A user-initiated Android app that listens for natural-language voice queries about what's currently on screen, then answers via TTS. Hands-free via wake word; tap-to-talk as an equal-standing alternative.
Framing: accessibility tool first. Motor impairment, low vision, and situational disability (hands occupied while cooking, driving, walking, holding a child) are the design center.
Phase 1 — Foundations: complete.

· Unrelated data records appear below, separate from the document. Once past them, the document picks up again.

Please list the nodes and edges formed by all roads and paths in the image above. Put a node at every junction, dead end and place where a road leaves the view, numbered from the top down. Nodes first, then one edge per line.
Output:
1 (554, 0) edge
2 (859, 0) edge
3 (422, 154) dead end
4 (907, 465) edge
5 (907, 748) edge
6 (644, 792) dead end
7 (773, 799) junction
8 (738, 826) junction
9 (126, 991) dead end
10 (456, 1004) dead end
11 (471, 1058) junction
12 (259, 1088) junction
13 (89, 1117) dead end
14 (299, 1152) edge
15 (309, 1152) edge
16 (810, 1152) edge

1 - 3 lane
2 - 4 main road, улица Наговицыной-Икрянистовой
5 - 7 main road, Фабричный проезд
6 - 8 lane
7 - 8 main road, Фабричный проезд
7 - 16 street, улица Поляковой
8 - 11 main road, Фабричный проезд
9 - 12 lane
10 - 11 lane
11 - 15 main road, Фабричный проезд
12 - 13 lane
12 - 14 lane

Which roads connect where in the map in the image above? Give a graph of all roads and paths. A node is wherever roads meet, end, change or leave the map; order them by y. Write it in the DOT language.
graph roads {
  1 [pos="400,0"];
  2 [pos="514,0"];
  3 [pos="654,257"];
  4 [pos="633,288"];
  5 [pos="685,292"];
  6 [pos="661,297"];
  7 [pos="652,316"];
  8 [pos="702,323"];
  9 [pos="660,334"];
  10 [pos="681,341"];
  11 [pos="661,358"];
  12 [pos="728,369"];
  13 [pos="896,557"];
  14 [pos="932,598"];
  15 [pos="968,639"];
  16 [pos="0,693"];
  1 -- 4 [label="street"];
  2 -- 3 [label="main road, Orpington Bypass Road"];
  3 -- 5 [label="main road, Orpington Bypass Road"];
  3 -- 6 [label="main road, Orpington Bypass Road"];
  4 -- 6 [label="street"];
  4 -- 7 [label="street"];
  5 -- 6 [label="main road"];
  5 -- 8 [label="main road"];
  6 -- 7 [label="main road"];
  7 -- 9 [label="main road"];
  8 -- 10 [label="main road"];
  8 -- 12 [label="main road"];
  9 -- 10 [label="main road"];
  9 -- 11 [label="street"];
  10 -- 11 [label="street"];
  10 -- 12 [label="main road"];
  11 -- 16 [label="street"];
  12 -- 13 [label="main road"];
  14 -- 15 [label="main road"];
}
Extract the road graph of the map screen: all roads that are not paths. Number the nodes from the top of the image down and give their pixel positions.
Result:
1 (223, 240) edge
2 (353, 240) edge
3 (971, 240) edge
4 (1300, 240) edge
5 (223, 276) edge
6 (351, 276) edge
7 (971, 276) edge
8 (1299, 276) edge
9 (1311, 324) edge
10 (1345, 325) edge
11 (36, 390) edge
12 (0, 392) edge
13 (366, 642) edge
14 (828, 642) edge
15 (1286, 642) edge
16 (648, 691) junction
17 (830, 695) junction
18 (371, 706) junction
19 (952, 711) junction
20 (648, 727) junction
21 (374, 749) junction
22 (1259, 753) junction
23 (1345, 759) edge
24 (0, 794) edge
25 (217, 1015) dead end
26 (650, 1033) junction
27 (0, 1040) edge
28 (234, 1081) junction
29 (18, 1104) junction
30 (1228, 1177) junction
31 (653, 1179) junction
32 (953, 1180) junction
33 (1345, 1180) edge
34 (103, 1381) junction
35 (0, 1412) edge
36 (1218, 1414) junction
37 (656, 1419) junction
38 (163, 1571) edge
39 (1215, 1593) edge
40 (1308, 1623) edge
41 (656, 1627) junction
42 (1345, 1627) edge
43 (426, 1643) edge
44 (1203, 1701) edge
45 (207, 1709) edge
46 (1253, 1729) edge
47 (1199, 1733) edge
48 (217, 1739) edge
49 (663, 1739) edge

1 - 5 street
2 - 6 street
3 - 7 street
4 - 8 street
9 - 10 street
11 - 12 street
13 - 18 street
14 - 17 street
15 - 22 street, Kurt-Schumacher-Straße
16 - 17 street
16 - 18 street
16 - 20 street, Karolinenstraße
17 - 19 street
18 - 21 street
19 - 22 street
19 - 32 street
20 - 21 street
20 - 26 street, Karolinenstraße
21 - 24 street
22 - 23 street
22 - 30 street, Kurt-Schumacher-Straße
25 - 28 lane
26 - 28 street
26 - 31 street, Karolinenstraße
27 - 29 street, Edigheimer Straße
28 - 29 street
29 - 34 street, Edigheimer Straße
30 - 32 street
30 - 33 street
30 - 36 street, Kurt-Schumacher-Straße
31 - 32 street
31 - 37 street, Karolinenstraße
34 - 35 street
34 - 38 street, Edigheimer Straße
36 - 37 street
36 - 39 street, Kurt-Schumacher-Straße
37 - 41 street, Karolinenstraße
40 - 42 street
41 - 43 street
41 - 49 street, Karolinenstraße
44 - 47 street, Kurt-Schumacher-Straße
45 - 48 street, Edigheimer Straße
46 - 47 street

A multi-module Hilt-wired skeleton with stub implementations (EchoClient LLM, FakeScreenReader, no-op wake-word) and real Android implementations of speech recognition and TTS, all driven by a SessionOrchestrator running inside a FOREGROUND_SERVICE_MICROPHONE foreground service. Validated end-to-end on a Pixel 7 — tap → speak → hear the echoed phrase spoken back.
Phase 2 — Screen reading via AccessibilityService: complete. Real AccessibilityScreenReader (:core:screen) walks the foreground window's view tree on demand via a pure, unit-tested NodeWalker. Onboarding deep-links the user into Accessibility Settings as a focused step. A debug-command dispatcher exposes inspect (and ask) via ADB broadcast, so target-app screens can be dumped without going through the speech pipeline. Phase 3 target (Android Settings) selected with rationale in docs/phase3_target.md.
Phase 3 — Query-to-answer pipeline: complete. Tap → speak → real screen dump → cloud LLM → spoken answer, end-to-end. CloudLlmClient (:core:llm) routes to either Claude Haiku 4.5 or Gemini 2.5 Flash via a runtime-selectable CloudLlmConfig — keys are read from local.properties into BuildConfig, never committed. Per-flavor LlmModule bindings (dev → Echo, cloud → CloudLlmClient, onDevice → Echo as a placeholder). Screen-reader Unavailable state fails closed at both the orchestrator and the ask debug command — deterministic spoken message, no LLM call, no token spend; a Compose banner surfaces the same state to the home screen. Per-session stage-level latency summary line under Readout/Session. Final query-variants validation pass: 13/13 against Android Settings → About phone, all under the 3-second per-call budget — see docs/phase3_queries.md.
Deferred to Phase 3.5: the AICore / Gemini Nano on-device path. Requires the borrowed Pixel 10 Pro to evaluate; the onDevice flavor builds today but binds EchoClient as a placeholder.
Next up: Phase 4 — Activation (wake word + tap-to-talk).
See docs/plan.md for the full project plan, phase breakdown, and effort estimates.
Multi-module Gradle, interface-driven, Hilt DI. Every external dependency lives behind an interface in its own module so implementations can be swapped without touching session logic or UI.
:app Application + DI wiring + foreground service + flavors
:core:common Shared models, coroutine dispatchers
:core:audio SpeechRecognizer + TtsEngine (Android impls)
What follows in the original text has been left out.